Today, coping with the environmental challenges while improving the citizens’ welfare demands an urgent energetic transition. For that, a full technological revolution has become a pressing need to ensure the expected decarbonization of our planet & a sustainable future overall. European decarbonisation strategies are focused on improving “energy efficiency” and promoting electricity from renewable energy sources, while a major challenge associated with all renewables is storage, to fill the gap concerning energy provisions. Therefore, a new paradigm is emerging based on green powerpackage sources, which integrate eco-sustainable energy provision and storage by exploiting different materials functionalities, going from the ability to capture and transform light, mechanical harvesting from motion, as well as power management to control all energy flows. This implies better design and architecture of PV panels, e.g. exploiting photonics and outstanding performances of functional materials at 1D and 2D dimensions.
The activity to be performed concerns:
1) Photonic-enhanced Solar Cells, guided by theoretical modelling and optimization, the aim is to explore new materials processing and devices architectures, exploiting novel compositions and structures (stacked/tandem layers, band gap engineering), light management, and advanced materials at 1D and 2D dimensions.
2) Mechano-responsive and thermos responsive energy sources. The aim is to exploit piezoelectricity, thermoelectricity and triboelectricity associated with novel materials design and structure, backed up by proper AI tools for new nanogenerator configurations and energy harvesters.

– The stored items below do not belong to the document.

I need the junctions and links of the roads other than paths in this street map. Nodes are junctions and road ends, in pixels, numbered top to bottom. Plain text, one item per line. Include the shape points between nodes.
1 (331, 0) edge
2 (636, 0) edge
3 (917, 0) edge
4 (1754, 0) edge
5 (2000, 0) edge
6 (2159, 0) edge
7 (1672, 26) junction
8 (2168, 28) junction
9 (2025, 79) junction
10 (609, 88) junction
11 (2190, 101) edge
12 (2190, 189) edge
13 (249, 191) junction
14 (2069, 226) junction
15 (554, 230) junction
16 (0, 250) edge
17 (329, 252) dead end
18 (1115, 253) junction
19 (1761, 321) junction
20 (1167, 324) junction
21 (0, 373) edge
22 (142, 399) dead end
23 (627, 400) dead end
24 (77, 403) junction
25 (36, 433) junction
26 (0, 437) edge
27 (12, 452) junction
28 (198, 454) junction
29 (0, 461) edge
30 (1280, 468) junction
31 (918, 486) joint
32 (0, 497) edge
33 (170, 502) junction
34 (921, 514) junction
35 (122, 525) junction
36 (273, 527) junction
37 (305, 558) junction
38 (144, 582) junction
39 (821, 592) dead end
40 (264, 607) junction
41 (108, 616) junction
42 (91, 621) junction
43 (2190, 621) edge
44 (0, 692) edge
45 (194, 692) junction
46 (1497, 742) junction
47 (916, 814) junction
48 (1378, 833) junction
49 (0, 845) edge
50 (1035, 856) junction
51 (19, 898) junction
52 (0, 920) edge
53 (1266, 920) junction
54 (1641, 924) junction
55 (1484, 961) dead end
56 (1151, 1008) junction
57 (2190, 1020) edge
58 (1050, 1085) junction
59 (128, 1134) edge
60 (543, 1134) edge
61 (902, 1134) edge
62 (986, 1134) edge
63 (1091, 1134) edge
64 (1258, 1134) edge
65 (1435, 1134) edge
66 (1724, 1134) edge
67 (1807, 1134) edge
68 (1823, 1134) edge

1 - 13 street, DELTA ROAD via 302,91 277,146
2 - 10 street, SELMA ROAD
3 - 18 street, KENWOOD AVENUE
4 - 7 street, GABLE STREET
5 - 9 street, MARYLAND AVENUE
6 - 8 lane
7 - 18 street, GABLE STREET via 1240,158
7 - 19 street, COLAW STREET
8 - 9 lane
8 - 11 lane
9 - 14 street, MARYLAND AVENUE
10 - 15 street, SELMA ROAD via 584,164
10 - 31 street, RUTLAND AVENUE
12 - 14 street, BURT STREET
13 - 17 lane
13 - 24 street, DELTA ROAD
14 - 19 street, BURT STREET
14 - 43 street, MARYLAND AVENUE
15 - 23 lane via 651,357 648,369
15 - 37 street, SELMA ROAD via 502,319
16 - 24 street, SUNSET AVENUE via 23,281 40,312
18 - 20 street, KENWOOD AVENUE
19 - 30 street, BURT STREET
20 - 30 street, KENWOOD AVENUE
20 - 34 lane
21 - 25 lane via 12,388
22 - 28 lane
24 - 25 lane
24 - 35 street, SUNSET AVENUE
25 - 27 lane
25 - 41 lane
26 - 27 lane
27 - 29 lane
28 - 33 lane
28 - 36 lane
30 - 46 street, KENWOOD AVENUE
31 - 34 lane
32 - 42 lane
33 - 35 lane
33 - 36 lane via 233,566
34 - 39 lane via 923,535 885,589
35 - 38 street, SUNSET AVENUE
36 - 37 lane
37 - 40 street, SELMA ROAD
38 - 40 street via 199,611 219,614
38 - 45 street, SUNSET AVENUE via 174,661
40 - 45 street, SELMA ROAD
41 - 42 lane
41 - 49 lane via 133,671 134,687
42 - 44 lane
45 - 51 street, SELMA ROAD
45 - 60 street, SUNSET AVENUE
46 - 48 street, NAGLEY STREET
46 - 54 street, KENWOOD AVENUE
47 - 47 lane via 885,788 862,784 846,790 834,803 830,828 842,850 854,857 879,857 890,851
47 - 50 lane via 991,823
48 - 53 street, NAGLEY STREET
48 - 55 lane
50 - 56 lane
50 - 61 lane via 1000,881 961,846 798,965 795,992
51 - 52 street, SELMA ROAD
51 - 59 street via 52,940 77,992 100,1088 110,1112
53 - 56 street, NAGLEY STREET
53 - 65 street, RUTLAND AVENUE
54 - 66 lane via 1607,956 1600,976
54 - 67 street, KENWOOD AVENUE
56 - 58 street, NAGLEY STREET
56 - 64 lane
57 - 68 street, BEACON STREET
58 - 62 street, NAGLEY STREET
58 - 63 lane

3) Batteries and Supercapacitors. The key factors foreseen are: 1) safety; 2) charges to last longer and offer higher power; 3) provision of special form factors or flexibility. Here we mainly look for special properties of materials/structures to increase their performances, including new battery/capacitor architectures and compositions, new electrolytes (moving towards solid ones), membranes, cathode & anode materials for better charge storage & power capacity. Besides, particular attention will be given to battery and supercapacitor performance monitoring & control via smart sensors.
4) Self-Powered Wearable Electronics. Development of at least two classes of active layers, involving nanowires and novel 2D materials, to meet the requirements for the desired technologies and final product concepts. For mechano-responsive devices we aim to develop the charge translocating layer which initiates the charge transfer mechanism. We will also develop proper charge collector or electrode layers, as well as the design of self-powered devices.
5) Solar power refineries. The aim is to combine PV and electrolysis to produce renewable-powered synthesised fuels, e.g. green hydrogen or syngas (mixture of CO and H2), contributing for the EU’s energetic independence and its goal of achieving net-zero carbon-emission by 2050).